*PROBLEM*
Among the records below, how many lines contain the word "Carlotta"? The answer is a single number.

*LISTED ENTRIES*

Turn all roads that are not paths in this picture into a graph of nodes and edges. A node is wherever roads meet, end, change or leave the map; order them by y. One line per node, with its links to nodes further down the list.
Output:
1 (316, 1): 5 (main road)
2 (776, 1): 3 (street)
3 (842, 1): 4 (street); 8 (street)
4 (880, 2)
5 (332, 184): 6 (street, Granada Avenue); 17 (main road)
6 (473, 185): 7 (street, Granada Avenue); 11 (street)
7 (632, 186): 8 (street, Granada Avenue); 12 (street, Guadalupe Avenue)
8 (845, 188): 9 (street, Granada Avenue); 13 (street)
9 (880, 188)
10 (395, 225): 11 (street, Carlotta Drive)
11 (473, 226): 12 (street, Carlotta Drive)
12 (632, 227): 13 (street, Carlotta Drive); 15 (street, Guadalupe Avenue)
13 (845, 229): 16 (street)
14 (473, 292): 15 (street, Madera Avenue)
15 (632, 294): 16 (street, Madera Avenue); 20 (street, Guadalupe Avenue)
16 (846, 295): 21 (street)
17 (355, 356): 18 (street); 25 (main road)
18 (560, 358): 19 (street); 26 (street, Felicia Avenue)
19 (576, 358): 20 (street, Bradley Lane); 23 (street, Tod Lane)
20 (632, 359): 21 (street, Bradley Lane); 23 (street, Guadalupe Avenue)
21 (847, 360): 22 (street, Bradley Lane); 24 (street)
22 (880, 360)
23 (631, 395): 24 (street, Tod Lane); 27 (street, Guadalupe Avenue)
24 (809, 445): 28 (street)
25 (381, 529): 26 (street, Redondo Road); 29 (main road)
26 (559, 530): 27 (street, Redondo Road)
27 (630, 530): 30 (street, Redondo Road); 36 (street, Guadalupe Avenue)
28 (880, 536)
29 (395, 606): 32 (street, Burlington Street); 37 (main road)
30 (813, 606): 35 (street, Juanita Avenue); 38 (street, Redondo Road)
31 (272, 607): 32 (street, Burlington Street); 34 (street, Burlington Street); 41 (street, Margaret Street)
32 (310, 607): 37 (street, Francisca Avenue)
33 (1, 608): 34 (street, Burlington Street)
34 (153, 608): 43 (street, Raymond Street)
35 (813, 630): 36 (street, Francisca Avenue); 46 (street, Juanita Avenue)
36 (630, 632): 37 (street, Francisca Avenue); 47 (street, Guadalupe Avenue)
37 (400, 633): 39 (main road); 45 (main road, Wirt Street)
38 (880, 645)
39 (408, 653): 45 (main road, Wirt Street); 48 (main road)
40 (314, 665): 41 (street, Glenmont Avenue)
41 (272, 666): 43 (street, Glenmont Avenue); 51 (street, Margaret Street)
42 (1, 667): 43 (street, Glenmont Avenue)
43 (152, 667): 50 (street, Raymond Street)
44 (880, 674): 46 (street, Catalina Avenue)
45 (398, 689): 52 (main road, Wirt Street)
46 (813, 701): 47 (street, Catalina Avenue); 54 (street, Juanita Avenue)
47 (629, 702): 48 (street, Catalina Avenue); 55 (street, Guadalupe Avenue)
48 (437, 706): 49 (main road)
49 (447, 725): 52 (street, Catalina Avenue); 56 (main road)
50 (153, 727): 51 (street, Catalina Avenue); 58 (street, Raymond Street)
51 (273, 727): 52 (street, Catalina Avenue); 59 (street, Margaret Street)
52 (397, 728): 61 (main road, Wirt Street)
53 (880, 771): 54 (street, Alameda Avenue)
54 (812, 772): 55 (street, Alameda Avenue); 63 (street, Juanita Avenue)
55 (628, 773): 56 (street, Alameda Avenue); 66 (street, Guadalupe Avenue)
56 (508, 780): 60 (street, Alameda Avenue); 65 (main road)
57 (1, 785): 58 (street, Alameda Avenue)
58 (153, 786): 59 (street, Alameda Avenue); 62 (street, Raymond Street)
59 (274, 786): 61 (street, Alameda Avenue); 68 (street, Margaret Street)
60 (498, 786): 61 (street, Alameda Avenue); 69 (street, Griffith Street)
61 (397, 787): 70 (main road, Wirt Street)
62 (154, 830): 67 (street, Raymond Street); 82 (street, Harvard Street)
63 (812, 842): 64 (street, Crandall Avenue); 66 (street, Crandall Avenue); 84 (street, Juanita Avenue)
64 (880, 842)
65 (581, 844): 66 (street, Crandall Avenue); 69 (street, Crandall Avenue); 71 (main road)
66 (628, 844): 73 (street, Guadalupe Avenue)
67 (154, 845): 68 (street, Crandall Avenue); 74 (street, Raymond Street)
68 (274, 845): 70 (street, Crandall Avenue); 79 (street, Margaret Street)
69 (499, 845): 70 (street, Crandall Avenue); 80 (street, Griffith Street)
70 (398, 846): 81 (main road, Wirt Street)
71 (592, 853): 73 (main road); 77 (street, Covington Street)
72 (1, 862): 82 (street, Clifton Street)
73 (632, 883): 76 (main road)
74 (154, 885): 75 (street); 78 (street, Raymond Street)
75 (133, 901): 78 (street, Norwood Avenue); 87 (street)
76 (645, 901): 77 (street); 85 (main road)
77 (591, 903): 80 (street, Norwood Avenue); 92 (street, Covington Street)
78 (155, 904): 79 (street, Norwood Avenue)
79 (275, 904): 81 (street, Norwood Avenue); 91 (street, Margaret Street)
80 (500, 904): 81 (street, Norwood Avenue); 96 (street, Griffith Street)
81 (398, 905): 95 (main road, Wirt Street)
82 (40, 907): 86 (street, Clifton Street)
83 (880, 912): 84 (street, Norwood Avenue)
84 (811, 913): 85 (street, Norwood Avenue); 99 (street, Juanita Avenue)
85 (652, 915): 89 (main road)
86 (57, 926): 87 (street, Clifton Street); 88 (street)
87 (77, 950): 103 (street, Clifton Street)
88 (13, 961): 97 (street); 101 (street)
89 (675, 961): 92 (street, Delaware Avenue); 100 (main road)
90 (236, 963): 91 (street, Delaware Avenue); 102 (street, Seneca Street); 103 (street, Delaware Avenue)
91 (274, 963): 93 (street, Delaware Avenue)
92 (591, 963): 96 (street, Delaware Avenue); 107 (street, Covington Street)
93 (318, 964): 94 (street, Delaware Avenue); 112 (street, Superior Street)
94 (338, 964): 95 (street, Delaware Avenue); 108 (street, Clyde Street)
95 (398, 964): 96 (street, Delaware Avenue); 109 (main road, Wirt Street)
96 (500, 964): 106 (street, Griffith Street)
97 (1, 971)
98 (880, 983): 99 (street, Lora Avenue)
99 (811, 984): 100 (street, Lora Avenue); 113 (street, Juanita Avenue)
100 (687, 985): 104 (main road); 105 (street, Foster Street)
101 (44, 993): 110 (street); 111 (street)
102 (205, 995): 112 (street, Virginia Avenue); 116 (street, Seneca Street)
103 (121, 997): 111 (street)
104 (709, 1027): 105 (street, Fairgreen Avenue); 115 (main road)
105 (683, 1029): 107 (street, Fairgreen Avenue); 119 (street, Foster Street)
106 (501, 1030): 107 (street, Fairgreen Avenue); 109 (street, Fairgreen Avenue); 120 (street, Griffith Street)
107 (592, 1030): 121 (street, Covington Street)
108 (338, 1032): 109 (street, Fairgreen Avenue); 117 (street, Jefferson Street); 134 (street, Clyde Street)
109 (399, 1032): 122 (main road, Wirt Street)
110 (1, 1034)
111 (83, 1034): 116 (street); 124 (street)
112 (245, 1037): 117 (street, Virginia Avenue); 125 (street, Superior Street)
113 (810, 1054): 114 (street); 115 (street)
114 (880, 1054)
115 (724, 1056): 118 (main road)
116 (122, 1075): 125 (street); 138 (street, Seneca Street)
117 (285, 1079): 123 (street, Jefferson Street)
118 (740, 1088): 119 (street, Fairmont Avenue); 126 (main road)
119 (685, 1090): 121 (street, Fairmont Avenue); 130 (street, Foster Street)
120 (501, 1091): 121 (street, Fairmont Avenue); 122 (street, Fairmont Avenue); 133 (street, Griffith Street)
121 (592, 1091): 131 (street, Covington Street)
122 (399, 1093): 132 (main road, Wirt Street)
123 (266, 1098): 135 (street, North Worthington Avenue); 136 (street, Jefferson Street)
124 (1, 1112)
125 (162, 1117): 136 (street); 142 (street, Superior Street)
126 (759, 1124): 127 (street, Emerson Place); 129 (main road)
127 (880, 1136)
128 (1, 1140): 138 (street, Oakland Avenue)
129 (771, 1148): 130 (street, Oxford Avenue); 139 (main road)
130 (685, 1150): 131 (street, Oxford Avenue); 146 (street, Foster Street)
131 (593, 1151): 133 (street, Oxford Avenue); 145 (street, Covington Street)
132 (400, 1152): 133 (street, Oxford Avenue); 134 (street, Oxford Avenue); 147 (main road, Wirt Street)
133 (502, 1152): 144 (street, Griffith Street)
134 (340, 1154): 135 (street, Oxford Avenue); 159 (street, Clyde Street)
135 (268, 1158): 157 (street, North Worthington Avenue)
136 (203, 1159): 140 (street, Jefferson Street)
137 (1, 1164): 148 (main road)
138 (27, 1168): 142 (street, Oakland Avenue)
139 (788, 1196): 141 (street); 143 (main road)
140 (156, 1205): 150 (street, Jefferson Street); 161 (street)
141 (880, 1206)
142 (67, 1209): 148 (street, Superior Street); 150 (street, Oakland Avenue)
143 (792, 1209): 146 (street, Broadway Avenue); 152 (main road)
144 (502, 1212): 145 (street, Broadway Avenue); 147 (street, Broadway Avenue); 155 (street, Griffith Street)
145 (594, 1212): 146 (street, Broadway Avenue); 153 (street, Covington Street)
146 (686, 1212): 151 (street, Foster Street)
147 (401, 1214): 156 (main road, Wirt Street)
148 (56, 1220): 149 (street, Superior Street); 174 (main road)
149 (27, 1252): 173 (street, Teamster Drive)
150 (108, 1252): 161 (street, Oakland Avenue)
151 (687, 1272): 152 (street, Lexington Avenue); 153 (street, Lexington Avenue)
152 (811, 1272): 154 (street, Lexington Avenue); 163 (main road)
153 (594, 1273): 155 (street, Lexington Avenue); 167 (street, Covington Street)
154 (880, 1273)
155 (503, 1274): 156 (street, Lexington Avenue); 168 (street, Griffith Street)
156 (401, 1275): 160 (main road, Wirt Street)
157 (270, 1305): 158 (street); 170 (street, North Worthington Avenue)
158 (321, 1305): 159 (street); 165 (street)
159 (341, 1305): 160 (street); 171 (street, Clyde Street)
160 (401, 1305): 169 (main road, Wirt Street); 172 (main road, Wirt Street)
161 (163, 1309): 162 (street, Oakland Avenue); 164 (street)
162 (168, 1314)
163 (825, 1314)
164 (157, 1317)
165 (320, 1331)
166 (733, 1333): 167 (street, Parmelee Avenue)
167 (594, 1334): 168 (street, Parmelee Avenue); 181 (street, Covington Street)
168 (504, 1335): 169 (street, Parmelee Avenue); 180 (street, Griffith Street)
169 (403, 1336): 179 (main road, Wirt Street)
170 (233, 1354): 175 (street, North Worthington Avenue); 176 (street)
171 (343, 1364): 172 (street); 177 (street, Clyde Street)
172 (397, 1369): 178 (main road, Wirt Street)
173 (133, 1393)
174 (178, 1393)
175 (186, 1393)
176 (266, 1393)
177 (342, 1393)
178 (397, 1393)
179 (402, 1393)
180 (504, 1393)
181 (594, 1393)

*TASK RESPONSE*
3